**What you have to do**.
Leaving the pictures aside, reproduce the data in full and word for word.

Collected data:
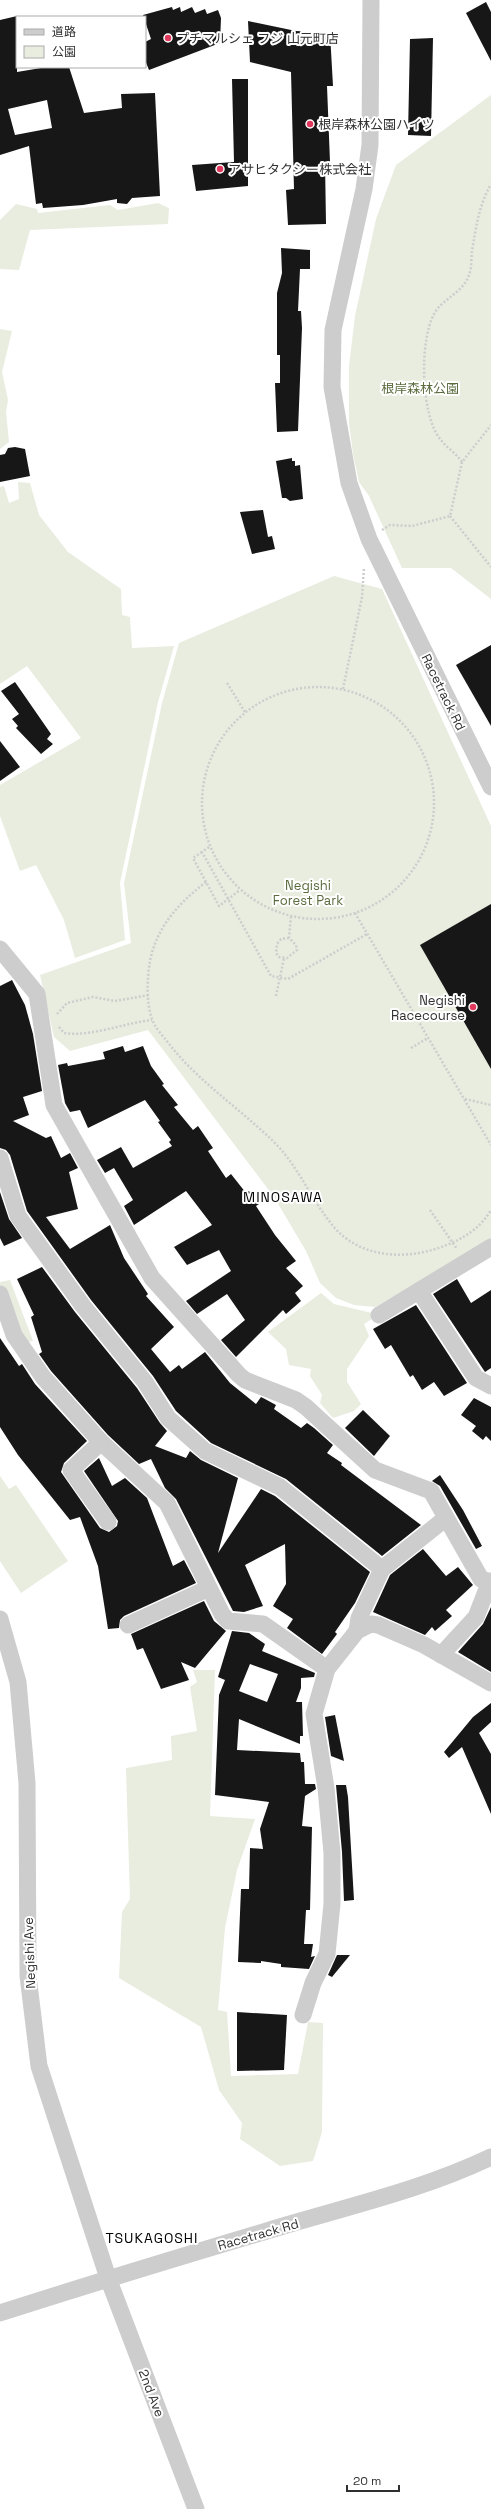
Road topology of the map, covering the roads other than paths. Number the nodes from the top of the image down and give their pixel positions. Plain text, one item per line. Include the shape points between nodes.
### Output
1 (371, 0) edge
2 (491, 787) edge
3 (0, 948) edge
4 (0, 1158) edge
5 (491, 1247) edge
6 (419, 1291) junction
7 (0, 1294) edge
8 (379, 1315) dead end
9 (489, 1383) edge
10 (101, 1442) junction
11 (446, 1518) junction
12 (108, 1522) dead end
13 (382, 1569) junction
14 (491, 1581) edge
15 (209, 1588) junction
16 (0, 1619) edge
17 (128, 1626) dead end
18 (357, 1631) junction
19 (441, 1655) junction
20 (327, 1669) junction
21 (491, 1683) edge
22 (303, 2015) dead end
23 (491, 2157) edge
24 (108, 2278) junction
25 (0, 2313) edge
26 (196, 2509) edge

1 - 2 street, Racetrack Rd via 370,145 364,188 333,330 332,387 349,484 369,539
3 - 11 street via 37,994 47,1019 54,1105 152,1278 245,1380 296,1400 375,1470 431,1491
4 - 13 street via 18,1216 83,1306 146,1382 168,1418 205,1451 280,1487
5 - 6 street
6 - 8 street
6 - 9 street via 476,1378
7 - 10 street via 14,1335 43,1377
10 - 12 street via 71,1470
10 - 15 street via 167,1503
11 - 13 street
11 - 14 street via 481,1579
13 - 18 street via 359,1618
14 - 19 street via 476,1616
15 - 17 street
15 - 20 street via 228,1621 263,1624
16 - 24 street, Negishi Ave via 18,1682 27,1782 28,1976 38,2066
18 - 19 street via 370,1624 378,1625
18 - 20 street
19 - 21 street
20 - 22 street via 314,1714 326,1788 332,1853 332,1904 327,1954 313,1983
23 - 24 street, Racetrack Rd via 387,2198 334,2211
24 - 25 street, Racetrack Rd
24 - 26 street, 2nd Ave

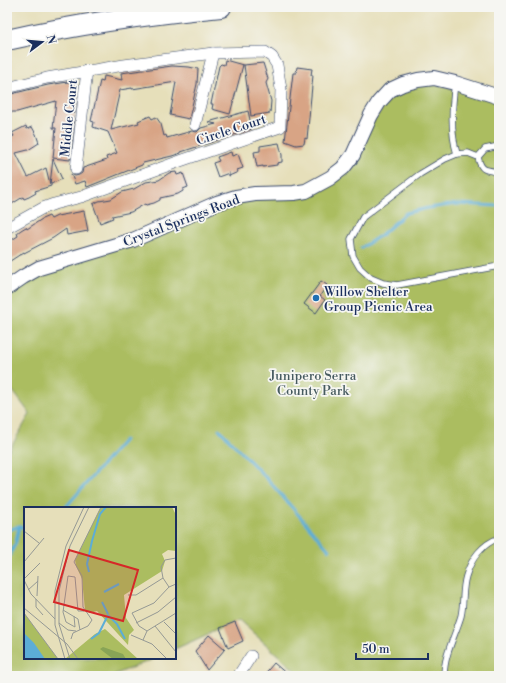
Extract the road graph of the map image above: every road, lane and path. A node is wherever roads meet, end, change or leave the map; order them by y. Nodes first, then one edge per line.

**Response for this exercise**.
Road topology of the map, covering the roads other than paths. Number the nodes from the top of the image down and give their pixel positions. Plain text, one item per line. Include the shape points between nodes.
### Output
1 (371, 0) edge
2 (491, 787) edge
3 (0, 948) edge
4 (0, 1158) edge
5 (491, 1247) edge
6 (419, 1291) junction
7 (0, 1294) edge
8 (379, 1315) dead end
9 (489, 1383) edge
10 (101, 1442) junction
11 (446, 1518) junction
12 (108, 1522) dead end
13 (382, 1569) junction
14 (491, 1581) edge
15 (209, 1588) junction
16 (0, 1619) edge
17 (128, 1626) dead end
18 (357, 1631) junction
19 (441, 1655) junction
20 (327, 1669) junction
21 (491, 1683) edge
22 (303, 2015) dead end
23 (491, 2157) edge
24 (108, 2278) junction
25 (0, 2313) edge
26 (196, 2509) edge

1 - 2 street, Racetrack Rd via 370,145 364,188 333,330 332,387 349,484 369,539
3 - 11 street via 37,994 47,1019 54,1105 152,1278 245,1380 296,1400 375,1470 431,1491
4 - 13 street via 18,1216 83,1306 146,1382 168,1418 205,1451 280,1487
5 - 6 street
6 - 8 street
6 - 9 street via 476,1378
7 - 10 street via 14,1335 43,1377
10 - 12 street via 71,1470
10 - 15 street via 167,1503
11 - 13 street
11 - 14 street via 481,1579
13 - 18 street via 359,1618
14 - 19 street via 476,1616
15 - 17 street
15 - 20 street via 228,1621 263,1624
16 - 24 street, Negishi Ave via 18,1682 27,1782 28,1976 38,2066
18 - 19 street via 370,1624 378,1625
18 - 20 street
19 - 21 street
20 - 22 street via 314,1714 326,1788 332,1853 332,1904 327,1954 313,1983
23 - 24 street, Racetrack Rd via 387,2198 334,2211
24 - 25 street, Racetrack Rd
24 - 26 street, 2nd Ave

Extract the road graph of the map image above: every road, lane and path. A node is wherever roads meet, end, change or leave the map; order them by y. Nodes first, then one edge per line.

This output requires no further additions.